His Honour was extremely condescending and pleasant. He bowed very politely to Bathurst, patted the beautiful chestnut horse, and showed no further desire to talk with John Stich.
Bathurst, with a frown on his handsome face, watched the Squire of Hartington’s burly figure disappear round the bend in the road.
“I wonder now,” he mused, “what mischief he’s brewing. He seemed to me up to no good. I suppose he guessed who I was.”
While he stood there watching, John Stich quickly entered the forge from the rear.
“I was in the cottage, Captain,” he said, “my mother was serving the ladies with some milk. But just now I saw Sir Humphrey Challoner walking away from the forge. I feared he might see you.”
“He did see me, honest friend,” said Jack, lightly. “His Honour and I have just had a long and animated conversation together.”
“Great Heavens! the man is furious with you, Captain!” said the smith, with genuine anxiety in his gruff voice, “he saw you distinctly on the Heath last night. He may have recognised you to-day.”
“He did recognise me.”
“And may be brewing the devil’s own mischief against you.”
“Oh, ho!” laughed the young man, with a careless shrug of the shoulders, “against me? ... Well! you know, honest John, I am bound to end on the gallows…”
“Sooner or later! Sooner or later!” he added merrily, noting John’s look of sorrowful alarm. “They’ve not got me yet, though there are so many soldiers about, as that piece of underdone roast-beef said just now.”
“You’ll not tell me what Sir Humphrey Challoner spoke to you about?”
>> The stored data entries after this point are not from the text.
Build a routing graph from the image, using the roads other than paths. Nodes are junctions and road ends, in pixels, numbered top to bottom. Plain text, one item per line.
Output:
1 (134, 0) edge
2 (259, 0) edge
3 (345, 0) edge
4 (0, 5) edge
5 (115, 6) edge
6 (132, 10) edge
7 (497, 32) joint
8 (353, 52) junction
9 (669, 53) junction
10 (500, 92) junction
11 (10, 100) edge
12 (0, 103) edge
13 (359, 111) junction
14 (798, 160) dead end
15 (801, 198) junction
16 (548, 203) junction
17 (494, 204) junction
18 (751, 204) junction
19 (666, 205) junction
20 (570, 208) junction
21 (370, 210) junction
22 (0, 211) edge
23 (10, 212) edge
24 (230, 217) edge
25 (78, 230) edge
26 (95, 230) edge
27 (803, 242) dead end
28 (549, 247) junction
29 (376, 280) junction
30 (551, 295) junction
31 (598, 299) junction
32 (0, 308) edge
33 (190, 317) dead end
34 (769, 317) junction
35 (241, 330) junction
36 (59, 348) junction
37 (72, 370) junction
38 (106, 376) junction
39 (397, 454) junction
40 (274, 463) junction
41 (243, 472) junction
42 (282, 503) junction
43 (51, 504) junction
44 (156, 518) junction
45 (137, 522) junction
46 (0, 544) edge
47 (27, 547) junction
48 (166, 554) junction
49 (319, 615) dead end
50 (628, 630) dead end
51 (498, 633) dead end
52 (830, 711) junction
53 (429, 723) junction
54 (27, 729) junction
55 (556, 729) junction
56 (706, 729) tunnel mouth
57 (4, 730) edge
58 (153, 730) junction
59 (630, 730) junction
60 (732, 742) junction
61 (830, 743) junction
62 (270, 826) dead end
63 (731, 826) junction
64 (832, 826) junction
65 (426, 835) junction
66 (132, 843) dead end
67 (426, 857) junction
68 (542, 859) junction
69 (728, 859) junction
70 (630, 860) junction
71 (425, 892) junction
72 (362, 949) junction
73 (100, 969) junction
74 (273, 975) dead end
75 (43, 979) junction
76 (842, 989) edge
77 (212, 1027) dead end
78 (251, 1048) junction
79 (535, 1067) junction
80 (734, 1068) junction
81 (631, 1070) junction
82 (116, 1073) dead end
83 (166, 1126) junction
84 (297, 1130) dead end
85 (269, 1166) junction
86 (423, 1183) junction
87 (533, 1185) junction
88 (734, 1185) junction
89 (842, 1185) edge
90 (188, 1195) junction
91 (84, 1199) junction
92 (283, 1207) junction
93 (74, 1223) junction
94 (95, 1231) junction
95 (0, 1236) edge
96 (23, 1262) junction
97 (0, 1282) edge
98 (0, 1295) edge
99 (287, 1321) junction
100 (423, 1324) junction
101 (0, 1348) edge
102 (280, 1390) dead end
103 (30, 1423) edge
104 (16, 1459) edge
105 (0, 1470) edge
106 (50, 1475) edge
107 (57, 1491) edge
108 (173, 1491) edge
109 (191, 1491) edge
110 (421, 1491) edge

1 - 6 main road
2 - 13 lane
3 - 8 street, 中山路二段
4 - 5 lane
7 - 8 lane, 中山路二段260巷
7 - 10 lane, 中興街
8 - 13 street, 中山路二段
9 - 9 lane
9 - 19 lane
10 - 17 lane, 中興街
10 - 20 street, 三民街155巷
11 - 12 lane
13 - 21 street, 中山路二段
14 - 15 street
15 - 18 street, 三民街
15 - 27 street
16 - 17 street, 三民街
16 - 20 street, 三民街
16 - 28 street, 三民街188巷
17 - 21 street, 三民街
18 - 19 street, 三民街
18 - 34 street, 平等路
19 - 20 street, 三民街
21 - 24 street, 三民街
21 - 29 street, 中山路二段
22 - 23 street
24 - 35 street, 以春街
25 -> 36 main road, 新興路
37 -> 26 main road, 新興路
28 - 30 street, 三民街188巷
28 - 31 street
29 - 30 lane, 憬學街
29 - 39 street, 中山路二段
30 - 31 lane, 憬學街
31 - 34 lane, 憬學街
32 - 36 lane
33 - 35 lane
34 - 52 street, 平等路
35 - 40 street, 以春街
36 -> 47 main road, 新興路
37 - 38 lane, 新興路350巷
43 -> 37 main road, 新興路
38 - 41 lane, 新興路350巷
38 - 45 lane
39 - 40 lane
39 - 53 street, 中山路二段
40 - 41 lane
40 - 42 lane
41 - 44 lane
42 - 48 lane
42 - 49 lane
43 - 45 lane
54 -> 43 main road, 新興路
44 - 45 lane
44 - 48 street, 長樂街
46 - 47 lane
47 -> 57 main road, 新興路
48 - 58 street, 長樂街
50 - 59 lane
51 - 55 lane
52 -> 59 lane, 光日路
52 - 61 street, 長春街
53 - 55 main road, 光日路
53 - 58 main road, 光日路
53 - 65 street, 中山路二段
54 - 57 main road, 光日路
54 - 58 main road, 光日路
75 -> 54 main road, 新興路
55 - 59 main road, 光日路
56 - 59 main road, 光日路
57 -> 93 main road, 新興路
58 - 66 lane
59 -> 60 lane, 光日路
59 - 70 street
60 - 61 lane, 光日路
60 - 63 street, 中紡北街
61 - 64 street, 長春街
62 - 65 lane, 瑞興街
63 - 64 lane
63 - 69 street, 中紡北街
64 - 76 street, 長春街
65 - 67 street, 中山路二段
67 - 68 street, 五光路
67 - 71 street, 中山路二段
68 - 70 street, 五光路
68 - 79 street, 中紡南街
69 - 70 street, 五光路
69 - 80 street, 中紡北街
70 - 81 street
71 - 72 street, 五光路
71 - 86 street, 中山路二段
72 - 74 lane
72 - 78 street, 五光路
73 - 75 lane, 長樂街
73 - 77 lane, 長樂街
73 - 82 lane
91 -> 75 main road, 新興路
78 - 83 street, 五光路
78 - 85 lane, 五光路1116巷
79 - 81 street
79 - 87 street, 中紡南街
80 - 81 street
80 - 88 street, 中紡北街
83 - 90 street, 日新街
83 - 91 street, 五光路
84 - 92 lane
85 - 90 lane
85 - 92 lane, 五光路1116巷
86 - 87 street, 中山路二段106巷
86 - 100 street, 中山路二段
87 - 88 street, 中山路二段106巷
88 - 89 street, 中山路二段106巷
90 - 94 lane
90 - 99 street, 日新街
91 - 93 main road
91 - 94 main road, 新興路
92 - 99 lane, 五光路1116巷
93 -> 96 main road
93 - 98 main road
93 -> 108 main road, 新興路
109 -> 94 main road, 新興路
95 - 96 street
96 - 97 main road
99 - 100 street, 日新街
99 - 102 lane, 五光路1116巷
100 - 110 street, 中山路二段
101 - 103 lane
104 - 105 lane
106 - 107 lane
“No, friend, I will not,” said Jack, with a look of infinite kindness and placing a slender white hand on the smith’s broad shoulder. “You are my friend, you know, you shoe and care after my horse, you shelter and comfort me. May Heaven’s legions of angels bless you for that. Of my life on the Heath I’ll never tell you aught, whatever you may guess. ‘Tis better so. I’ll not have you compromised, or implicated in my adventures. In case … well! ... if they do catch me, you know, friend, ‘tis better for your sake that you should know nothing.”
“But you’ll not go on the Heath to-night, Captain,” pleaded the smith, with a tremor in his voice.
“Aye! that I will, John Stith,” rejoined Bathurst, with a careless laugh, which now had an unmistakable ring of bitterness, “to stop a coach, to lift a purse! that’s my business … Aye! I’ll to the Heath, friend, ‘tis my only home you know, ere I find a resting-place on the gallows yonder.”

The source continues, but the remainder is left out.